Alberta Ingenuity Fund may use new funding to launch series of research institutes

Guest Contributor
November 25, 2005

The Alberta Ingenuity Fund (AIF) is one step closer to implementing a new model for provincial research institutes. The concept of dedicating portions of its endowment to specific research areas in conjunction with funding partners was given a boost last week when the Alberta government announced it would use $100 million from its surging oil and gas revenues to increase AIF’s endowment. The funding is the first tranche in a $500-million commitment made earlier this year.

“This is big picture, long-term and will allow us to take on big issues, ” says AIF president and CEO Dr Peter Hackett. “Ingenuity Institutes would allow us to spend the interest from the additional $500 million in a different way, on a small number of areas.”

Potential areas of research for the so-called Ingenuity Institutes would be provincial priority areas such as energy, water, nanotechnology and technologies relating to international development. The institutes would be designed to address previously identified areas for AIF’s new endowment funding — talent recruitment and building on its pre-competitive research program with industry.

The concept so far is to take $200 million in new endowment funding and use the interest along with partnership investments to create a large pool of research capital. Work is underway on the design of the institutes and identification of potential partners in industry, other levels of government and private philanthropy. A $200-million investment would generate approximately $100 million over 10 years without touching the principal.

“It’s absolutely sustainable,” says Hackett. “We operate on a three-year spending rule which keeps our outflows at a conservative 4.5% of a three-year average. It’s great public policy.”

New investments in AIF’s endowment are ultimately dictated by the price of oil and gas and the size of the Alberta’s surplus revenues. Hackett says that while there is no specified timeframe for when AIF will receive the remaining $400 million, the next tranches will likely be announced as part of the province’s quarterly fiscal updates. Each $100-million investment will generate $1.5 million after one year, $3 million after two years and $4.5 million in the third year. The first Ingenuity Institute could be launched as soon as AIF receives another $100 million in investment.

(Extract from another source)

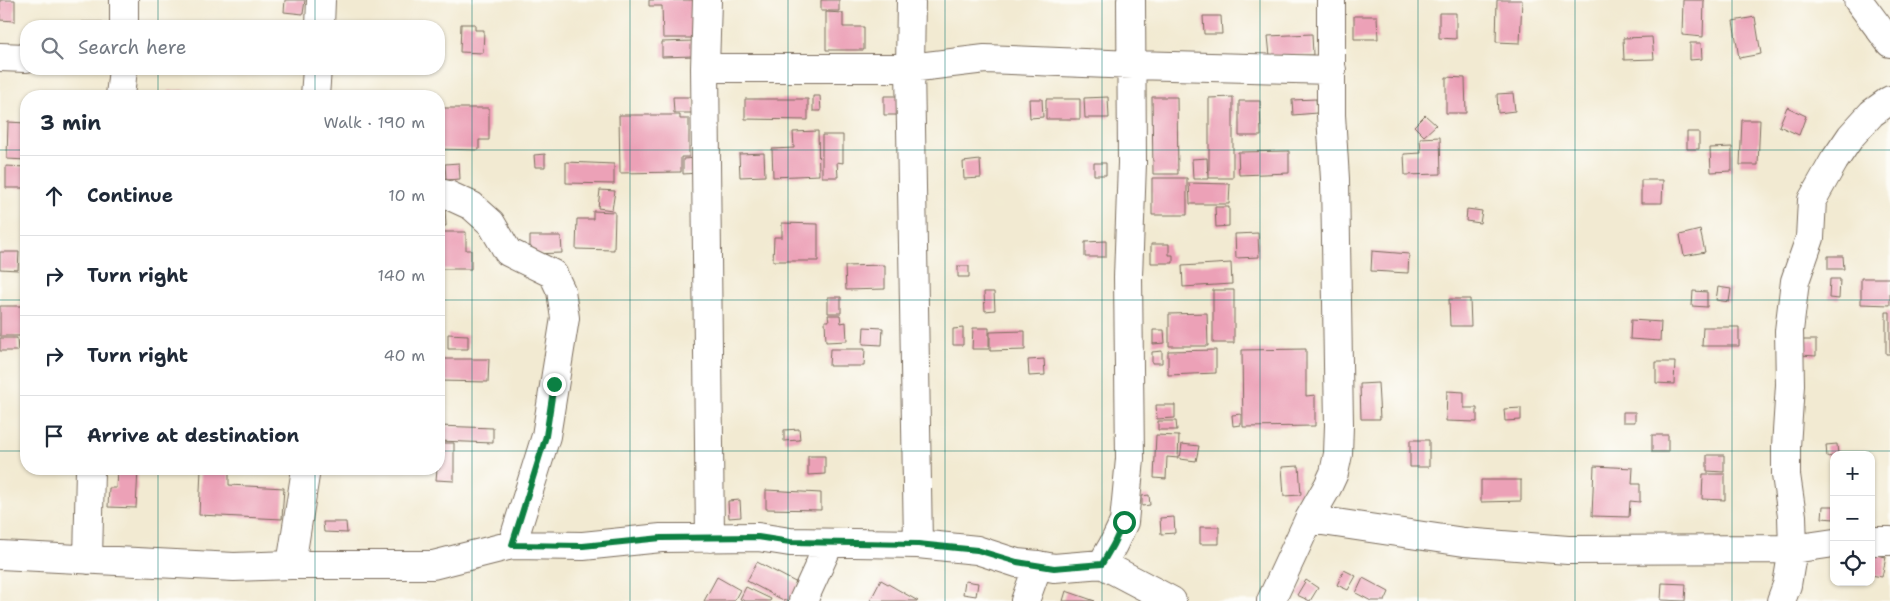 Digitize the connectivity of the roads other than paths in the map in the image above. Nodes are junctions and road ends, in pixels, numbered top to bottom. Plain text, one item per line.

The concept for creating a series of institutes emerged when the Alberta government handed AIF the authority to manage the new Alberta Prion Research Institute (APRI), a $38-million, seven-year research initiative focused on transmissible diseases caused by misfolded prions. APRI will have approximately $42 million to spend once interest from the original investment is factored in. It will operate in parallel with PrioNet, the new Network of Centres of Excellence announced in the 2004 federal Budget

“APRI got us thinking along doing these institute lines. APRI will be closely integrated with PrioNet and we will be co-investing in projects,” says Hackett. “At the board level, there will be cross appointees … and together the budget will be $77 million. It’s a huge commitment.”

AHFMR FUNDING BOOSTED

The Alberta Heritage Foundation for Medical Research (AHFMR) has a more predictable time table for new funding than the AIF. Of the $500 million announced last January, $200 million is being delivered in $50-million allotments every quarter, with the full amount to be invested within three years. By the end of FY05-06, the Foundation will have received $200 million, bringing its total to about $1.1 billion.

AHFMR president and CEO, Dr Kevin Keough, says that unlike the AIF, no major changes in its awards strategy are being contemplated. “Our core activity is unlikely to change from support for individuals,” he says. “We have enough experience and sense of comfort that this sort of investment is worthwhile.”

That said, there may be a push to find more funding partners in strategic areas to lever AHFMR’s funding even further. “Our past model never had a top-down approach, but in the future we may look for funding partners to support individual salaries or initial project support in strategic areas.”